| The problem |
Exactly as written, reproduce all of the entries.

| Data |
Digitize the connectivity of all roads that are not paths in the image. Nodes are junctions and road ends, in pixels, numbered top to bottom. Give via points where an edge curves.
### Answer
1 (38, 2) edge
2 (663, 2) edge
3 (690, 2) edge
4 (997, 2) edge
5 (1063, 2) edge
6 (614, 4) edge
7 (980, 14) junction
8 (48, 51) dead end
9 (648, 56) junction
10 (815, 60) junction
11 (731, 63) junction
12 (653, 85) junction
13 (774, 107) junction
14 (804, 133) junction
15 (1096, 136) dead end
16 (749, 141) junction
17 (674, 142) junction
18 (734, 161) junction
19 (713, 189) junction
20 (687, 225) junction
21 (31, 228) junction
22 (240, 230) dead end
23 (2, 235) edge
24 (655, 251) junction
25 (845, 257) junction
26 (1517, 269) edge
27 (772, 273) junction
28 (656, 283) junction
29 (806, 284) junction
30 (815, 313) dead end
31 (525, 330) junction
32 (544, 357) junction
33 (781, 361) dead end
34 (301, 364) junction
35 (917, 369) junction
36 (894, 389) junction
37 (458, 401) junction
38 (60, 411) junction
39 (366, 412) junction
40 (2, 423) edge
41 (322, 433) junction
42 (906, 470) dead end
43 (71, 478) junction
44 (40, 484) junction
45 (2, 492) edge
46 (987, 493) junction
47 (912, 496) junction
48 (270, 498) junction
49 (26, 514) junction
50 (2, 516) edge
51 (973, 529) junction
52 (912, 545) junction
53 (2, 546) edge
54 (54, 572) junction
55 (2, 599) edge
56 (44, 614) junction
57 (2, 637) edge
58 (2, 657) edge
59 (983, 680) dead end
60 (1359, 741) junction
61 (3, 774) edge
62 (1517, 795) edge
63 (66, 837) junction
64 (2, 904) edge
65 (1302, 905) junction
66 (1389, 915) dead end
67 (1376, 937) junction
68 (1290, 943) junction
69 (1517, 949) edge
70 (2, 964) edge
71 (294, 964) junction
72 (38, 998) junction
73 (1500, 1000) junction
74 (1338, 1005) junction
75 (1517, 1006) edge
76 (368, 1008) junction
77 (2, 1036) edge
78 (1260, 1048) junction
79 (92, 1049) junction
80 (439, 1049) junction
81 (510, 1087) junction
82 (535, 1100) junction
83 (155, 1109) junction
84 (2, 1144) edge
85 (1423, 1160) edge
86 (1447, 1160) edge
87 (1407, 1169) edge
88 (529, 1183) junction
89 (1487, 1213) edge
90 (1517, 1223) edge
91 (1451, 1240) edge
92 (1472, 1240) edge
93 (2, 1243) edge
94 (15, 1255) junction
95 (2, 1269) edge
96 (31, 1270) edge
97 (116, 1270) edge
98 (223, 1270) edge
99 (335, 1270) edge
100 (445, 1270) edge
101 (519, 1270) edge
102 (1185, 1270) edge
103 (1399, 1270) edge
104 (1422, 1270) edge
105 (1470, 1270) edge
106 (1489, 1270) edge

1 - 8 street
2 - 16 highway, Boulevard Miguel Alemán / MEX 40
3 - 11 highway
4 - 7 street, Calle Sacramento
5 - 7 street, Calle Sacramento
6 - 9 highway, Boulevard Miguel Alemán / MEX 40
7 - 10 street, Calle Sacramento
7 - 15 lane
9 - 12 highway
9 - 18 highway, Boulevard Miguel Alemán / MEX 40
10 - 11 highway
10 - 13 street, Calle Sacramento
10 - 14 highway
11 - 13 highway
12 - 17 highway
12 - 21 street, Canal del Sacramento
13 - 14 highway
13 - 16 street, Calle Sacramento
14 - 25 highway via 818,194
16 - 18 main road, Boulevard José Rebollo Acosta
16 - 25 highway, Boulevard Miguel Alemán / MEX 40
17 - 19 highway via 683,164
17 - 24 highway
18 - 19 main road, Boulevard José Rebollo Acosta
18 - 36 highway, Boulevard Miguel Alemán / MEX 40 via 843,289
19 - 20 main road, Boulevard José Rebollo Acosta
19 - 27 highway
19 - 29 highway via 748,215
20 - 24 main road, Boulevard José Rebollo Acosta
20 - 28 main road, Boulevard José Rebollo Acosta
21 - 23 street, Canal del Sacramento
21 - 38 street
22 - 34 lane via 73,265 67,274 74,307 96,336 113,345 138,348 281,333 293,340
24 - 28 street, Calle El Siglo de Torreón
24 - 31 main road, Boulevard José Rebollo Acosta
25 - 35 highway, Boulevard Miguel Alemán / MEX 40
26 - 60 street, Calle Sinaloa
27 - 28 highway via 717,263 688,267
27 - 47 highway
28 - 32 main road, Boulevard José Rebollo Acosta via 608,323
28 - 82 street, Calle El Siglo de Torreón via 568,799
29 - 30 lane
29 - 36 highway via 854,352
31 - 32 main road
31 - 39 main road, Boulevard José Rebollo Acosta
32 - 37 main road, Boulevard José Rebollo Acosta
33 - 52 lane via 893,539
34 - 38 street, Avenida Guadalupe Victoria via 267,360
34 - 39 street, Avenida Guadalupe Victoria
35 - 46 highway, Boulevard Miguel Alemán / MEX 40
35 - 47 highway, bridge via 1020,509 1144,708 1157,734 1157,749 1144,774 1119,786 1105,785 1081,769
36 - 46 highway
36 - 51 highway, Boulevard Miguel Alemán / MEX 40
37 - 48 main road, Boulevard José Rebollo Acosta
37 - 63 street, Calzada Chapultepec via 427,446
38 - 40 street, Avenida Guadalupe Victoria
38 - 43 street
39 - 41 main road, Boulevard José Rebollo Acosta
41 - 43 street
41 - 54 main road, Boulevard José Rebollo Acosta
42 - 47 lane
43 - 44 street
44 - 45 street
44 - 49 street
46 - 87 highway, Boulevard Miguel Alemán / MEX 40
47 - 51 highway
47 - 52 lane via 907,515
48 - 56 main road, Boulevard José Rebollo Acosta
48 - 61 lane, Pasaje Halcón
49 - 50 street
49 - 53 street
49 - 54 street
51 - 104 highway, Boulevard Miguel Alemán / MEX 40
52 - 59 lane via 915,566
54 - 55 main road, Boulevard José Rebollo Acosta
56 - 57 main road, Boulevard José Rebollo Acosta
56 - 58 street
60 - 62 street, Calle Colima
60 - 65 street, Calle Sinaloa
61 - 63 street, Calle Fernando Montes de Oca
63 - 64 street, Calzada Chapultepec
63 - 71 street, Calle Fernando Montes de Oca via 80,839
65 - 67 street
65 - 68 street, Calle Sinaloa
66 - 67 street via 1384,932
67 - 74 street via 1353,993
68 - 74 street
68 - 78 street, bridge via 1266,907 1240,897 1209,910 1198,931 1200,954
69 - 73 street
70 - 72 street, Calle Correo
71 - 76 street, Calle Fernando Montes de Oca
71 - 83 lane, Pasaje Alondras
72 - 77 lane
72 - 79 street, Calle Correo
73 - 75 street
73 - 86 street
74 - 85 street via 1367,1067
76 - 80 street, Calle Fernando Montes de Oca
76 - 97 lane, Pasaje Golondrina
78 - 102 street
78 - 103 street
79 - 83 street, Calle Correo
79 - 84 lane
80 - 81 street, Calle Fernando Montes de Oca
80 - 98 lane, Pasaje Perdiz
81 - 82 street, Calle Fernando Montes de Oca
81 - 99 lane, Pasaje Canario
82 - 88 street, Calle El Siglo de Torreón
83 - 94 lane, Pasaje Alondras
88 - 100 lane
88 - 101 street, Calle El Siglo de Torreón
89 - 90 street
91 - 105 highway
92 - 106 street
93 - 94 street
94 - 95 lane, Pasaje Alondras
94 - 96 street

| Answer for this exercise |
Digitize the connectivity of all roads that are not paths in the image. Nodes are junctions and road ends, in pixels, numbered top to bottom. Give via points where an edge curves.
### Answer
1 (38, 2) edge
2 (663, 2) edge
3 (690, 2) edge
4 (997, 2) edge
5 (1063, 2) edge
6 (614, 4) edge
7 (980, 14) junction
8 (48, 51) dead end
9 (648, 56) junction
10 (815, 60) junction
11 (731, 63) junction
12 (653, 85) junction
13 (774, 107) junction
14 (804, 133) junction
15 (1096, 136) dead end
16 (749, 141) junction
17 (674, 142) junction
18 (734, 161) junction
19 (713, 189) junction
20 (687, 225) junction
21 (31, 228) junction
22 (240, 230) dead end
23 (2, 235) edge
24 (655, 251) junction
25 (845, 257) junction
26 (1517, 269) edge
27 (772, 273) junction
28 (656, 283) junction
29 (806, 284) junction
30 (815, 313) dead end
31 (525, 330) junction
32 (544, 357) junction
33 (781, 361) dead end
34 (301, 364) junction
35 (917, 369) junction
36 (894, 389) junction
37 (458, 401) junction
38 (60, 411) junction
39 (366, 412) junction
40 (2, 423) edge
41 (322, 433) junction
42 (906, 470) dead end
43 (71, 478) junction
44 (40, 484) junction
45 (2, 492) edge
46 (987, 493) junction
47 (912, 496) junction
48 (270, 498) junction
49 (26, 514) junction
50 (2, 516) edge
51 (973, 529) junction
52 (912, 545) junction
53 (2, 546) edge
54 (54, 572) junction
55 (2, 599) edge
56 (44, 614) junction
57 (2, 637) edge
58 (2, 657) edge
59 (983, 680) dead end
60 (1359, 741) junction
61 (3, 774) edge
62 (1517, 795) edge
63 (66, 837) junction
64 (2, 904) edge
65 (1302, 905) junction
66 (1389, 915) dead end
67 (1376, 937) junction
68 (1290, 943) junction
69 (1517, 949) edge
70 (2, 964) edge
71 (294, 964) junction
72 (38, 998) junction
73 (1500, 1000) junction
74 (1338, 1005) junction
75 (1517, 1006) edge
76 (368, 1008) junction
77 (2, 1036) edge
78 (1260, 1048) junction
79 (92, 1049) junction
80 (439, 1049) junction
81 (510, 1087) junction
82 (535, 1100) junction
83 (155, 1109) junction
84 (2, 1144) edge
85 (1423, 1160) edge
86 (1447, 1160) edge
87 (1407, 1169) edge
88 (529, 1183) junction
89 (1487, 1213) edge
90 (1517, 1223) edge
91 (1451, 1240) edge
92 (1472, 1240) edge
93 (2, 1243) edge
94 (15, 1255) junction
95 (2, 1269) edge
96 (31, 1270) edge
97 (116, 1270) edge
98 (223, 1270) edge
99 (335, 1270) edge
100 (445, 1270) edge
101 (519, 1270) edge
102 (1185, 1270) edge
103 (1399, 1270) edge
104 (1422, 1270) edge
105 (1470, 1270) edge
106 (1489, 1270) edge

1 - 8 street
2 - 16 highway, Boulevard Miguel Alemán / MEX 40
3 - 11 highway
4 - 7 street, Calle Sacramento
5 - 7 street, Calle Sacramento
6 - 9 highway, Boulevard Miguel Alemán / MEX 40
7 - 10 street, Calle Sacramento
7 - 15 lane
9 - 12 highway
9 - 18 highway, Boulevard Miguel Alemán / MEX 40
10 - 11 highway
10 - 13 street, Calle Sacramento
10 - 14 highway
11 - 13 highway
12 - 17 highway
12 - 21 street, Canal del Sacramento
13 - 14 highway
13 - 16 street, Calle Sacramento
14 - 25 highway via 818,194
16 - 18 main road, Boulevard José Rebollo Acosta
16 - 25 highway, Boulevard Miguel Alemán / MEX 40
17 - 19 highway via 683,164
17 - 24 highway
18 - 19 main road, Boulevard José Rebollo Acosta
18 - 36 highway, Boulevard Miguel Alemán / MEX 40 via 843,289
19 - 20 main road, Boulevard José Rebollo Acosta
19 - 27 highway
19 - 29 highway via 748,215
20 - 24 main road, Boulevard José Rebollo Acosta
20 - 28 main road, Boulevard José Rebollo Acosta
21 - 23 street, Canal del Sacramento
21 - 38 street
22 - 34 lane via 73,265 67,274 74,307 96,336 113,345 138,348 281,333 293,340
24 - 28 street, Calle El Siglo de Torreón
24 - 31 main road, Boulevard José Rebollo Acosta
25 - 35 highway, Boulevard Miguel Alemán / MEX 40
26 - 60 street, Calle Sinaloa
27 - 28 highway via 717,263 688,267
27 - 47 highway
28 - 32 main road, Boulevard José Rebollo Acosta via 608,323
28 - 82 street, Calle El Siglo de Torreón via 568,799
29 - 30 lane
29 - 36 highway via 854,352
31 - 32 main road
31 - 39 main road, Boulevard José Rebollo Acosta
32 - 37 main road, Boulevard José Rebollo Acosta
33 - 52 lane via 893,539
34 - 38 street, Avenida Guadalupe Victoria via 267,360
34 - 39 street, Avenida Guadalupe Victoria
35 - 46 highway, Boulevard Miguel Alemán / MEX 40
35 - 47 highway, bridge via 1020,509 1144,708 1157,734 1157,749 1144,774 1119,786 1105,785 1081,769
36 - 46 highway
36 - 51 highway, Boulevard Miguel Alemán / MEX 40
37 - 48 main road, Boulevard José Rebollo Acosta
37 - 63 street, Calzada Chapultepec via 427,446
38 - 40 street, Avenida Guadalupe Victoria
38 - 43 street
39 - 41 main road, Boulevard José Rebollo Acosta
41 - 43 street
41 - 54 main road, Boulevard José Rebollo Acosta
42 - 47 lane
43 - 44 street
44 - 45 street
44 - 49 street
46 - 87 highway, Boulevard Miguel Alemán / MEX 40
47 - 51 highway
47 - 52 lane via 907,515
48 - 56 main road, Boulevard José Rebollo Acosta
48 - 61 lane, Pasaje Halcón
49 - 50 street
49 - 53 street
49 - 54 street
51 - 104 highway, Boulevard Miguel Alemán / MEX 40
52 - 59 lane via 915,566
54 - 55 main road, Boulevard José Rebollo Acosta
56 - 57 main road, Boulevard José Rebollo Acosta
56 - 58 street
60 - 62 street, Calle Colima
60 - 65 street, Calle Sinaloa
61 - 63 street, Calle Fernando Montes de Oca
63 - 64 street, Calzada Chapultepec
63 - 71 street, Calle Fernando Montes de Oca via 80,839
65 - 67 street
65 - 68 street, Calle Sinaloa
66 - 67 street via 1384,932
67 - 74 street via 1353,993
68 - 74 street
68 - 78 street, bridge via 1266,907 1240,897 1209,910 1198,931 1200,954
69 - 73 street
70 - 72 street, Calle Correo
71 - 76 street, Calle Fernando Montes de Oca
71 - 83 lane, Pasaje Alondras
72 - 77 lane
72 - 79 street, Calle Correo
73 - 75 street
73 - 86 street
74 - 85 street via 1367,1067
76 - 80 street, Calle Fernando Montes de Oca
76 - 97 lane, Pasaje Golondrina
78 - 102 street
78 - 103 street
79 - 83 street, Calle Correo
79 - 84 lane
80 - 81 street, Calle Fernando Montes de Oca
80 - 98 lane, Pasaje Perdiz
81 - 82 street, Calle Fernando Montes de Oca
81 - 99 lane, Pasaje Canario
82 - 88 street, Calle El Siglo de Torreón
83 - 94 lane, Pasaje Alondras
88 - 100 lane
88 - 101 street, Calle El Siglo de Torreón
89 - 90 street
91 - 105 highway
92 - 106 street
93 - 94 street
94 - 95 lane, Pasaje Alondras
94 - 96 street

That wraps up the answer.